A few kilometres further, just past the Se Nam Noi River Bridge, a cart path leads to Tad Hua Khon (Waterfall of Heads), where the river steps down 7 metres at a 100-metre-wide shelf. The falls earned their name after a WW2 conflict, during which Japanese soldiers decapitated Lao forces and tossed their heads into the falls.
Also near Sekong Town and accessed from Route 11, the Huay Katam River explodes out of the Bolaven Plateau’s thick jungle and cascades down 100 metres into deep pools at the little-known but spectacular Katamtok Waterfall
The 1,335-km2 Xe Xap National Protected Area (NPA) covers Sekong’s far north-eastern mountains and overlaps into Salavan Province. Currently, there are no tourism activities available in the NPA, which is home to two species of bears, gaur, dhole, serow, large antlered muntjac, and tigers. They live in Xe Xap’s evergreen forests on rugged terrain and high plateaus at some 1,400 metres. Steep faces trim the NPAs eastern and southern sides, with Dong Be Mountain rising 2,066 metres.
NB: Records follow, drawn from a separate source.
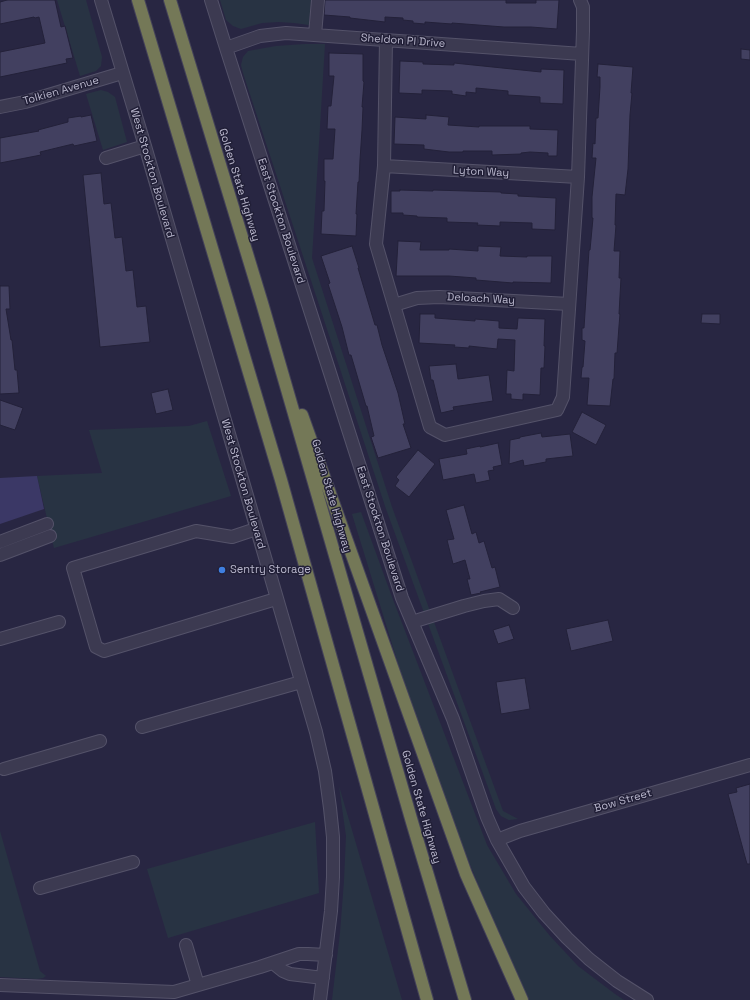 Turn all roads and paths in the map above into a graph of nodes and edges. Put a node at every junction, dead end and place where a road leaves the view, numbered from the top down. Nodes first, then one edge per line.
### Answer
1 (101, 0) edge
2 (138, 0) edge
3 (170, 0) edge
4 (211, 0) edge
5 (318, 0) edge
6 (580, 0) edge
7 (315, 35) junction
8 (386, 40) junction
9 (226, 48) junction
10 (582, 54) junction
11 (122, 73) junction
12 (0, 107) edge
13 (145, 146) junction
14 (106, 158) dead end
15 (384, 166) junction
16 (578, 177) junction
17 (262, 303) junction
18 (569, 304) junction
19 (394, 305) junction
20 (256, 529) junction
21 (0, 542) edge
22 (0, 555) edge
23 (276, 599) junction
24 (513, 608) dead end
25 (58, 622) dead end
26 (412, 622) junction
27 (0, 639) edge
28 (301, 682) junction
29 (142, 727) dead end
30 (100, 741) dead end
31 (750, 765) edge
32 (4, 769) dead end
33 (497, 840) junction
34 (133, 862) dead end
35 (40, 888) dead end
36 (186, 945) dead end
37 (326, 955) junction
38 (273, 963) junction
39 (322, 978) junction
40 (0, 985) edge
41 (198, 985) junction
42 (320, 1000) edge
43 (428, 1000) edge
44 (465, 1000) edge
45 (522, 1000) edge
46 (647, 1000) edge

1 - 11 street, West Stockton Boulevard
2 - 43 highway
3 - 17 highway, Golden State Highway
4 - 9 street, East Stockton Boulevard
5 - 7 street
6 - 10 street
7 - 8 street, Sheldon Pl Drive
7 - 9 street, Sheldon Pl Drive
8 - 10 street, Sheldon Pl Drive
8 - 15 street
9 - 26 street, East Stockton Boulevard
10 - 16 street
11 - 12 street, Tolkien Avenue
11 - 13 street, West Stockton Boulevard
13 - 14 street
13 - 20 street, West Stockton Boulevard
15 - 16 street, Lyton Way
15 - 19 street
16 - 18 street
17 - 44 highway, Golden State Highway
17 - 45 highway
18 - 19 street, Deloach Way
18 - 19 street
20 - 23 street, West Stockton Boulevard
20 - 23 street
21 - 22 street
23 - 28 street, West Stockton Boulevard
24 - 26 street
25 - 27 street
26 - 33 street, East Stockton Boulevard
28 - 29 street
28 - 37 street, West Stockton Boulevard
30 - 32 street
31 - 33 street, Bow Street
33 - 46 street, East Stockton Boulevard
34 - 35 street
36 - 41 street
37 - 38 street
37 - 39 street, West Stockton Boulevard
38 - 39 street
38 - 41 street
39 - 42 street, West Stockton Boulevard
40 - 41 street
However, 72 km from Sekong Town, you can visit natural sites in Kaleum District. You’ll find the natural Vang Ngai Pool in Ban Proy, Ban Bark’s hot springs, and the Thong Neum Plateau at Ban Dakran. It is recommended to hire a guide to explore these more remote natural attractions. Easier to find is the Kaeng Luang Rapids in Kaleum Town’s Ban Nava.
For a cultural experience, you can visit Ban Khan Don and immerse yourself in the traditional lifestyles of the Katu, Alak and Ngae ethnic groups. You’ll need to hire a guide in Sekong Town or Pakse for the journey to see the Katu’s finely hand-carved coffins and the Talieng weave the traditional chequered tha khatil cloth worn by men around their waists. In nearby Dakchung, you can admire thatched longhouses in a community that has stood for centuries, and survived the Indochina War.